Work to complete.
In the data below, which lines hold "BEAL"? Copy every one.

------ Records shown

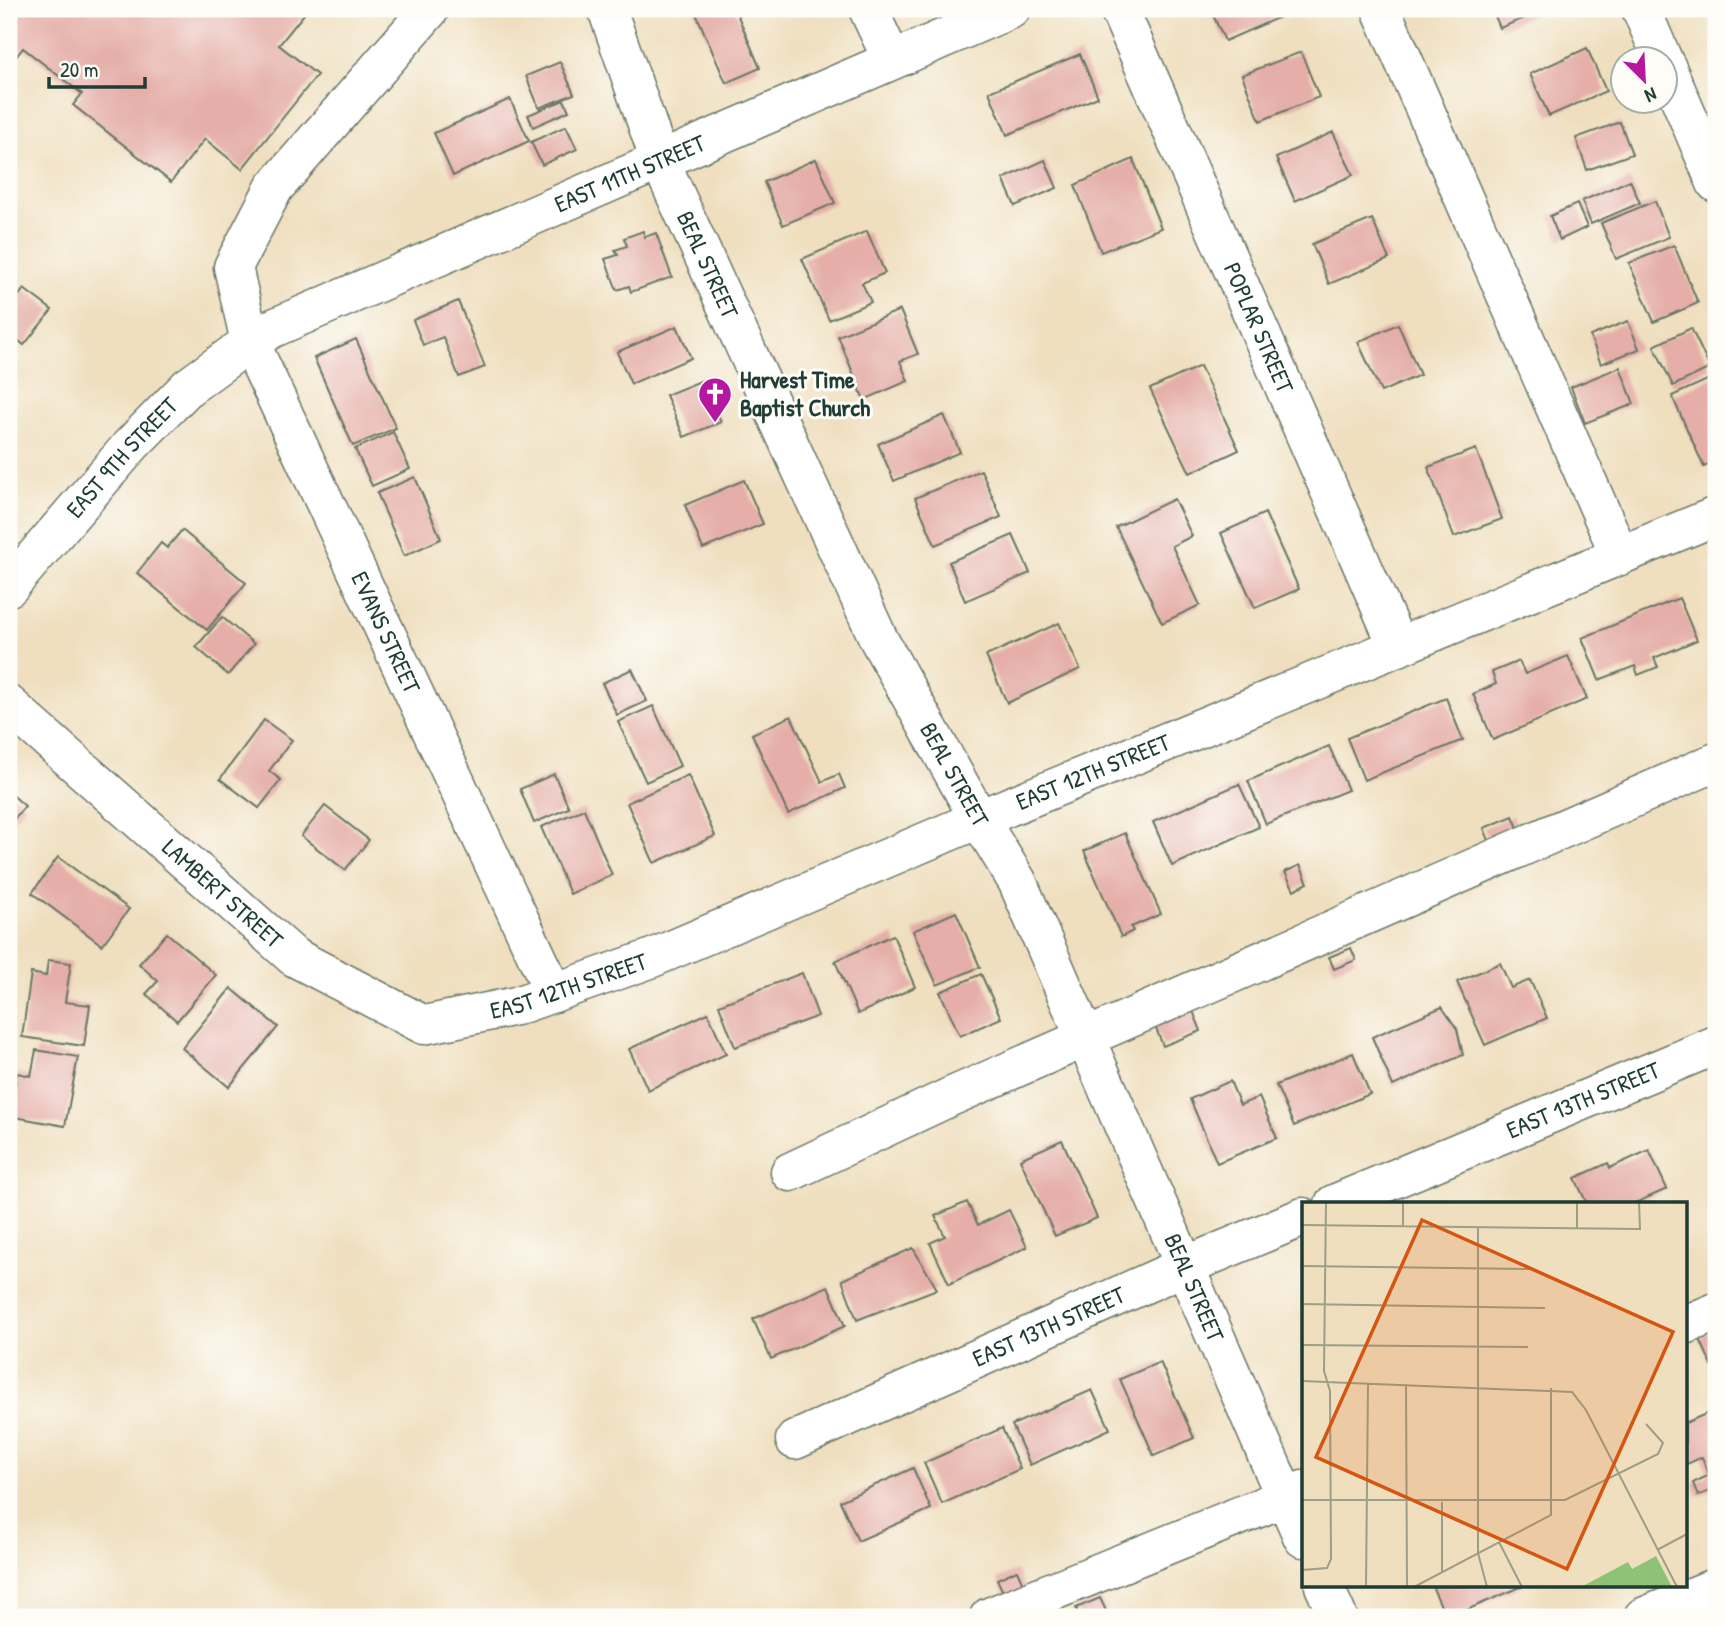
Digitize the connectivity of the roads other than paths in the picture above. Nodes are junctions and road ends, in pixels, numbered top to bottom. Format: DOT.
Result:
graph roads {
  1 [pos="430,9"];
  2 [pos="607,9"];
  3 [pos="868,9"];
  4 [pos="1011,9"];
  5 [pos="1119,9"];
  6 [pos="1381,9"];
  7 [pos="1641,9"];
  8 [pos="1657,46"];
  9 [pos="892,60"];
  10 [pos="1680,100"];
  11 [pos="660,161"];
  12 [pos="1716,183"];
  13 [pos="250,342"];
  14 [pos="1716,516"];
  15 [pos="1620,556"];
  16 [pos="9,587"];
  17 [pos="1398,647"];
  18 [pos="9,705"];
  19 [pos="1716,762"];
  20 [pos="979,819"];
  21 [pos="554,993"];
  22 [pos="465,1017"];
  23 [pos="1085,1038"];
  24 [pos="1716,1045"];
  25 [pos="790,1172"];
  26 [pos="1339,1202"];
  27 [pos="1302,1217"];
  28 [pos="1185,1266"];
  29 [pos="1716,1312"];
  30 [pos="1686,1325"];
  31 [pos="795,1440"];
  32 [pos="1294,1494"];
  33 [pos="1302,1533"];
  34 [pos="1716,1587"];
  35 [pos="1325,1588"];
  36 [pos="989,1617"];
  37 [pos="1338,1617"];
  38 [pos="1643,1617"];
  1 -- 13 [label="street, EVANS STREET"];
  2 -- 11 [label="street, BEAL STREET"];
  3 -- 9 [label="street"];
  4 -- 9 [label="street, EAST 11TH STREET"];
  5 -- 17 [label="street, POPLAR STREET"];
  6 -- 15 [label="street"];
  7 -- 8 [label="street"];
  9 -- 11 [label="street, EAST 11TH STREET"];
  10 -- 12 [label="street"];
  11 -- 13 [label="street, EAST 11TH STREET"];
  11 -- 20 [label="street, BEAL STREET"];
  13 -- 16 [label="street, EAST 9TH STREET"];
  13 -- 21 [label="street, EVANS STREET"];
  14 -- 15 [label="street, EAST 12TH STREET"];
  15 -- 17 [label="street, EAST 12TH STREET"];
  17 -- 20 [label="street, EAST 12TH STREET"];
  18 -- 22 [label="street, LAMBERT STREET"];
  19 -- 23 [label="street"];
  20 -- 21 [label="street, EAST 12TH STREET"];
  20 -- 23 [label="street, BEAL STREET"];
  21 -- 22 [label="street, EAST 12TH STREET"];
  23 -- 25 [label="street"];
  23 -- 28 [label="street, BEAL STREET"];
  24 -- 26 [label="street, EAST 13TH STREET"];
  27 -- 28 [label="street, EAST 13TH STREET"];
  28 -- 31 [label="street, EAST 13TH STREET"];
  28 -- 32 [label="street, BEAL STREET"];
  29 -- 30 [label="street"];
  32 -- 33 [label="street, BEAL STREET"];
  32 -- 36 [label="street"];
  34 -- 38 [label="street"];
  35 -- 37 [label="street"];
}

------------

Exercise answer.
  2 -- 11 [label="street, BEAL STREET"];
  11 -- 20 [label="street, BEAL STREET"];
  20 -- 23 [label="street, BEAL STREET"];
  23 -- 28 [label="street, BEAL STREET"];
  28 -- 32 [label="street, BEAL STREET"];
  32 -- 33 [label="street, BEAL STREET"];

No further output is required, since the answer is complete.